A simulation in Simscape/Simulink environment is conducted to determine the finger posture corresponding to a specific amount of cable length reduction through the finger. First, the simulated finger model is validated using the derived inverse kinematic. With a specific set of joint angles, the cable length reduction is calculated from both the analytical equations and the simulation.
Figure 10 shows this comparison for a specific set of joint angles, where the results of both methods match closely. The reason for the slight deviation of the Simulink results from the analytical calculations can be the difference in the parameters used for the two cases. Specifically, the Simulink model is based on the CAD model of a finger assembly, whereas the geometry parameters used in the analytical study are simple approximations of the true geometry.

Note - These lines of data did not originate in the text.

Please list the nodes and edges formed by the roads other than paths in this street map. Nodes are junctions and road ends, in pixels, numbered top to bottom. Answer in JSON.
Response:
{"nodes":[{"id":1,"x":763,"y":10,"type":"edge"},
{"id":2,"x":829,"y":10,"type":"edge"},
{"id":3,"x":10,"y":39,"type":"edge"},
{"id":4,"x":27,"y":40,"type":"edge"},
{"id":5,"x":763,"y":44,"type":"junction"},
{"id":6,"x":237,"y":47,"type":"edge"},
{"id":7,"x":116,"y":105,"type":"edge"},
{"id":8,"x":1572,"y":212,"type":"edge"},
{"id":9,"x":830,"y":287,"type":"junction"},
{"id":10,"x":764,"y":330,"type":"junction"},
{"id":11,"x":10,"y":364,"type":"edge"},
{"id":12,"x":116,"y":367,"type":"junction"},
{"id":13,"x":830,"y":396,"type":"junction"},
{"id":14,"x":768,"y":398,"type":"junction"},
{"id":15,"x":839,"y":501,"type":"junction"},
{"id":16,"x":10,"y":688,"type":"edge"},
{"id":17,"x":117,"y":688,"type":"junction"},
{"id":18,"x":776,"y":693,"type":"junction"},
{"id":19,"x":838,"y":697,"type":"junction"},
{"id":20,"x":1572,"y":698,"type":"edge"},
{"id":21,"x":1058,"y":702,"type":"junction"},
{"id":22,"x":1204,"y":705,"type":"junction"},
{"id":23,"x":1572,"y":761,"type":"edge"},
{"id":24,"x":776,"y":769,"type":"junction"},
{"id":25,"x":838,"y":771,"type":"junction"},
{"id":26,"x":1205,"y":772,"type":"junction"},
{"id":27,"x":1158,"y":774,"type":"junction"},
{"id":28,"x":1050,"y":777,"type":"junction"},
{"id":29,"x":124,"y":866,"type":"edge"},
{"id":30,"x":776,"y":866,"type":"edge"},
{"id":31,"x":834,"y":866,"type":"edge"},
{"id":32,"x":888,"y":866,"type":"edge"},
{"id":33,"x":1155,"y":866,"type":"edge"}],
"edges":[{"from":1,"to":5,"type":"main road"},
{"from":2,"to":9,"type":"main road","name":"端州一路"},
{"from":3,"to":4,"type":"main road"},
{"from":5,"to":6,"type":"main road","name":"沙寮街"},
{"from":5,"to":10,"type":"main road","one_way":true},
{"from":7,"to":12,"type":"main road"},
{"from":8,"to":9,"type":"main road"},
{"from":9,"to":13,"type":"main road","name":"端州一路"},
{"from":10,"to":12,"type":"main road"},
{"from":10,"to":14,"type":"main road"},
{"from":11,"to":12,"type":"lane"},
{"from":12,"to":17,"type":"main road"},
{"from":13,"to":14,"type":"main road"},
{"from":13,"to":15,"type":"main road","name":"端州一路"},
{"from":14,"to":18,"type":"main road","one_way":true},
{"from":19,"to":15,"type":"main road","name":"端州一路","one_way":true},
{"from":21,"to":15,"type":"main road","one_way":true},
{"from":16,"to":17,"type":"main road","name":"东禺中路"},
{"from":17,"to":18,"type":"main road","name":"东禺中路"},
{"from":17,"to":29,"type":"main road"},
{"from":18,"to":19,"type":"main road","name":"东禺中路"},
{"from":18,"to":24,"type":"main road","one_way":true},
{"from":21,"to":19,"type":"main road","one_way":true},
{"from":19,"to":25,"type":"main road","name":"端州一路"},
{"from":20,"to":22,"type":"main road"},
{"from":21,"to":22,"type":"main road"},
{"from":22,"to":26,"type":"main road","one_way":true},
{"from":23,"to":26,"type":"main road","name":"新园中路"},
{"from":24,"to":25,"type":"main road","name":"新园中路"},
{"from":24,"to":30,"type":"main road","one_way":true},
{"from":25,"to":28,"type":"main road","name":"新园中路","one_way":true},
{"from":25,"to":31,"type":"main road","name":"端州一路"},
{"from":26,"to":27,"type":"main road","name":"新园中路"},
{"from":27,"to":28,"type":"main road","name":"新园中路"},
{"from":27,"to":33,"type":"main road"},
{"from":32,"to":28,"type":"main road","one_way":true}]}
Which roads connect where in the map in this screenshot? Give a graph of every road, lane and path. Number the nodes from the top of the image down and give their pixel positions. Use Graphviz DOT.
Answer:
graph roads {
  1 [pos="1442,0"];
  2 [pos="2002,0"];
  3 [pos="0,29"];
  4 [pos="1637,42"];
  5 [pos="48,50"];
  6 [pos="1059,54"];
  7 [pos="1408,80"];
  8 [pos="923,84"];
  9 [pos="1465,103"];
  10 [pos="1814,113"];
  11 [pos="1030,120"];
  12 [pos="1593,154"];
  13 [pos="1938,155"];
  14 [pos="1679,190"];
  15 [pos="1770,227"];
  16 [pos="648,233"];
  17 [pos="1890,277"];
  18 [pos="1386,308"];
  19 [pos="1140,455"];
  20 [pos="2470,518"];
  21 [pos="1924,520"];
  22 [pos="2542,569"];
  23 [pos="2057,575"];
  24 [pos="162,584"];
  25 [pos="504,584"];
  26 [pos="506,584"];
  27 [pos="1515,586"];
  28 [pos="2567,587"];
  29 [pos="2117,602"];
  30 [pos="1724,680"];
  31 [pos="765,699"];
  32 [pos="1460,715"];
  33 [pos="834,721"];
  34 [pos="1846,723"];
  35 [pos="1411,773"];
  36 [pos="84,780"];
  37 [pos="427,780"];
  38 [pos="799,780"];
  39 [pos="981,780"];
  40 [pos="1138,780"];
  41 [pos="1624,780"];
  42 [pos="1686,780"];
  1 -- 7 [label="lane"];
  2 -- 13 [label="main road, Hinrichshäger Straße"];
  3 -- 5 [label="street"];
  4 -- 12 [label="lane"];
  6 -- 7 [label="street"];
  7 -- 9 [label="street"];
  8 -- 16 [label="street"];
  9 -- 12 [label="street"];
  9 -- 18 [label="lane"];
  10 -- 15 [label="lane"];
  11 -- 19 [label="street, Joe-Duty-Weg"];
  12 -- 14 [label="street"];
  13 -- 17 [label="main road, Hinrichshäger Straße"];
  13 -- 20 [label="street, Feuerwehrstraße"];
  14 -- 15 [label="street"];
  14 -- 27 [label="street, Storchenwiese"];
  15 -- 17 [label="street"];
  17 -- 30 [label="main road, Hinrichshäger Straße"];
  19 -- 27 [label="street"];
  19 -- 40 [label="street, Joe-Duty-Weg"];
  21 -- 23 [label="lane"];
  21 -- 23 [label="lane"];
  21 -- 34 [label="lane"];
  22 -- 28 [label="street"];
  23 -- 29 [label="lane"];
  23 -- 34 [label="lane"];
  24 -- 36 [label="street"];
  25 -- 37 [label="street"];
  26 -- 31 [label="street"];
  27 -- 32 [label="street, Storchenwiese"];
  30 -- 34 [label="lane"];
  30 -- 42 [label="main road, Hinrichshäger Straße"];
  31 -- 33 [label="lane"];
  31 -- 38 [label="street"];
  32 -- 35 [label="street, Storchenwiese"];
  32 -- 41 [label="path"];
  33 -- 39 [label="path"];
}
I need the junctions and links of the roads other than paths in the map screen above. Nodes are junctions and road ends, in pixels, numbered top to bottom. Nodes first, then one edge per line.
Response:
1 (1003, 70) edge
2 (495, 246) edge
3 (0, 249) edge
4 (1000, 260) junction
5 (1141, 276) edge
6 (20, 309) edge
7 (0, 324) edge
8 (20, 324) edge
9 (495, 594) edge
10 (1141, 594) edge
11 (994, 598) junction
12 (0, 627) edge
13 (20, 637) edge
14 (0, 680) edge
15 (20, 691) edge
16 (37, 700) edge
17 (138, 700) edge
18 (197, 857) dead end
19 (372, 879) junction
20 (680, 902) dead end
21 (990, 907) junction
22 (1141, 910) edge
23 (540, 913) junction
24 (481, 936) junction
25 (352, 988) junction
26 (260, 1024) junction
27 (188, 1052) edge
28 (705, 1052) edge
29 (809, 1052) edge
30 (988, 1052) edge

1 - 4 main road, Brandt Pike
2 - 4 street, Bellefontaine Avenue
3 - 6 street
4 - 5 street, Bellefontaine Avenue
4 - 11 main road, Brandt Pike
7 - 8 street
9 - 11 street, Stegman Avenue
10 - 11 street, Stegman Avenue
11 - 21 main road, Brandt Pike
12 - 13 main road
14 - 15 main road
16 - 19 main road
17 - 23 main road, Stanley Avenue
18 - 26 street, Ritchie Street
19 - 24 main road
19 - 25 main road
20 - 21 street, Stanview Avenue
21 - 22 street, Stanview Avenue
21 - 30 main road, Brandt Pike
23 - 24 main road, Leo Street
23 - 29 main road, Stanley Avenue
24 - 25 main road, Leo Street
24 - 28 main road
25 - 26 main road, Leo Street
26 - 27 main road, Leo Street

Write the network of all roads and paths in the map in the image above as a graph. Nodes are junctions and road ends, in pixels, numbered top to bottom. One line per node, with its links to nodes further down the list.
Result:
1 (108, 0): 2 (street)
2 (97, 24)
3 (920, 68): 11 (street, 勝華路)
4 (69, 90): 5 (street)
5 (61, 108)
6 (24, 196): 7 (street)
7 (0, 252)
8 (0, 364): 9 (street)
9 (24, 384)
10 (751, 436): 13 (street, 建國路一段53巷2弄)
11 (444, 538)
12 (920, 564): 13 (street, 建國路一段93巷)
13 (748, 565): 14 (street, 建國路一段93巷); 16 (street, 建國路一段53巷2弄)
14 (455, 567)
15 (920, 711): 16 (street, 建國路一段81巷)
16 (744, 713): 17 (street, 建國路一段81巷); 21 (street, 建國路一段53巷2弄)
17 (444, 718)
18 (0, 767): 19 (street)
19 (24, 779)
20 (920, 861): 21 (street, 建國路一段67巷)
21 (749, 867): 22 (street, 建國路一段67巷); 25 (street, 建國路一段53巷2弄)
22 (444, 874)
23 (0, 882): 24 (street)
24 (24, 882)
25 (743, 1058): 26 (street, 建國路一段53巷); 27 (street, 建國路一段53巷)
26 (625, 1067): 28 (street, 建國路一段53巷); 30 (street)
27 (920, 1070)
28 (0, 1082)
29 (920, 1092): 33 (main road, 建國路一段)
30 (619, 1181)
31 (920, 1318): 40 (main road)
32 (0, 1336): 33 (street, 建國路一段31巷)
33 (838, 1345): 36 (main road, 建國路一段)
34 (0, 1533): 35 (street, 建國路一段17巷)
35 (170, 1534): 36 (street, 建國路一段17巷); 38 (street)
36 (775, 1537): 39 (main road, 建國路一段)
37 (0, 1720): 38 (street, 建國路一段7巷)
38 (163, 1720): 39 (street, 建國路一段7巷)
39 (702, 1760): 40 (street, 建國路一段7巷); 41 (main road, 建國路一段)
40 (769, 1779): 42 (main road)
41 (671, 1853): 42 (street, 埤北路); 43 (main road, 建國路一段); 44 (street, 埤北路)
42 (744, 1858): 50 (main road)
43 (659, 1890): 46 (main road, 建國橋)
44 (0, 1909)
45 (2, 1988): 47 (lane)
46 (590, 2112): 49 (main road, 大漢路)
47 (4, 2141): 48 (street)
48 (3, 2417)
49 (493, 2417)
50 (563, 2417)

Having validated the simulation model with the analytical approach, the model is used to estimate the joint angles corresponding to the cable length reduction of the finger. The result of this simulation is demonstrated in
Figure 11. Joint angles for four selected values of cable length reduction are highlighted in the figure and the corresponding finger postures are demonstrated. It is evident that for 15.7 mm cable length reduction, the finger’s joints have reached their maximum ROM. This information is used to determine the sliding course of the differential mechanism and parameters of the slider-crank mechanism. Moreover,
Figure 11 shows that even 3.92 mm cable length reduction through the finger leads to almost 20 degree joint angles, which are considerable amounts of flexion. Therefore, a mechanism with fine tuning capability is required to implement the desired pretension of the cables. The implementation uncertainties, such as the variations in the elastic band stiffness, further highlight the need for fine tuning of cable pretensions.
Functionality of several pretension mechanisms were assessed. For instance, a ratchet and pawl mechanism was considered due to the accurate tuning system. However, space limitations rendered this mechanism less practical for this design. Moreover, the mechanism could not offer the required fine-tuned pretension. Therefore, an alternative approach, shown in
Figure 12 is considered here. Specifically, a mesh of pins is mounted on the palm and close to the base of the fingers. The cables are routed through this mesh of pins during assembly to apply the desired pretension. Moreover, a set of pins are considered closer to the base of the fingers to ensure that the rotation of the lever does not cause unwanted abduction/adduction movement through the fingers. This approach leads to a simple design and flexible tuning.
Combination of the three abovementioned mechanisms (Differential, Slider-Crank, and pretension mechanisms) provide a simple design. In comparison to the Pisa/IIT SoftHand [
19], the number of parts at the palm is significantly reduced, which plays an important role in simplifying and speeding up the fabrication and assembly processes. Moreover, the resulting robotic hand is lightweight and consequently portable. The small number of parts guarantees compactness and self-containment due to the possibility of mounting all the components on the palm. Additionally, using the differential mechanism helps with single-actuation of the robotic hand and performing adaptive grasps. The robotic hand functionality is evaluated through experiments, as explained in the next section.
3.3. Fabrication
A prototype of the proposed design is 3D printed. Most of the parts are printed with Vero material using a Connex3 3D printer, since they are not under high actuation or external loads. Finite element analysis (FEA) results have shown that the stress distribution of some of the differential mechanism parts is beyond the yield strength of the Vero material. Therefore, these parts are 3D printed using Titanium.
Different types of cables are evaluated to decrease friction while supporting enough tensile load. Fishing lines have been found as the best options. Based on the experiments, among the fishing lines, monofilament lines can best minimize friction. The elastic elements that have been used for the passive extension movements are 2 mm round elastic bands.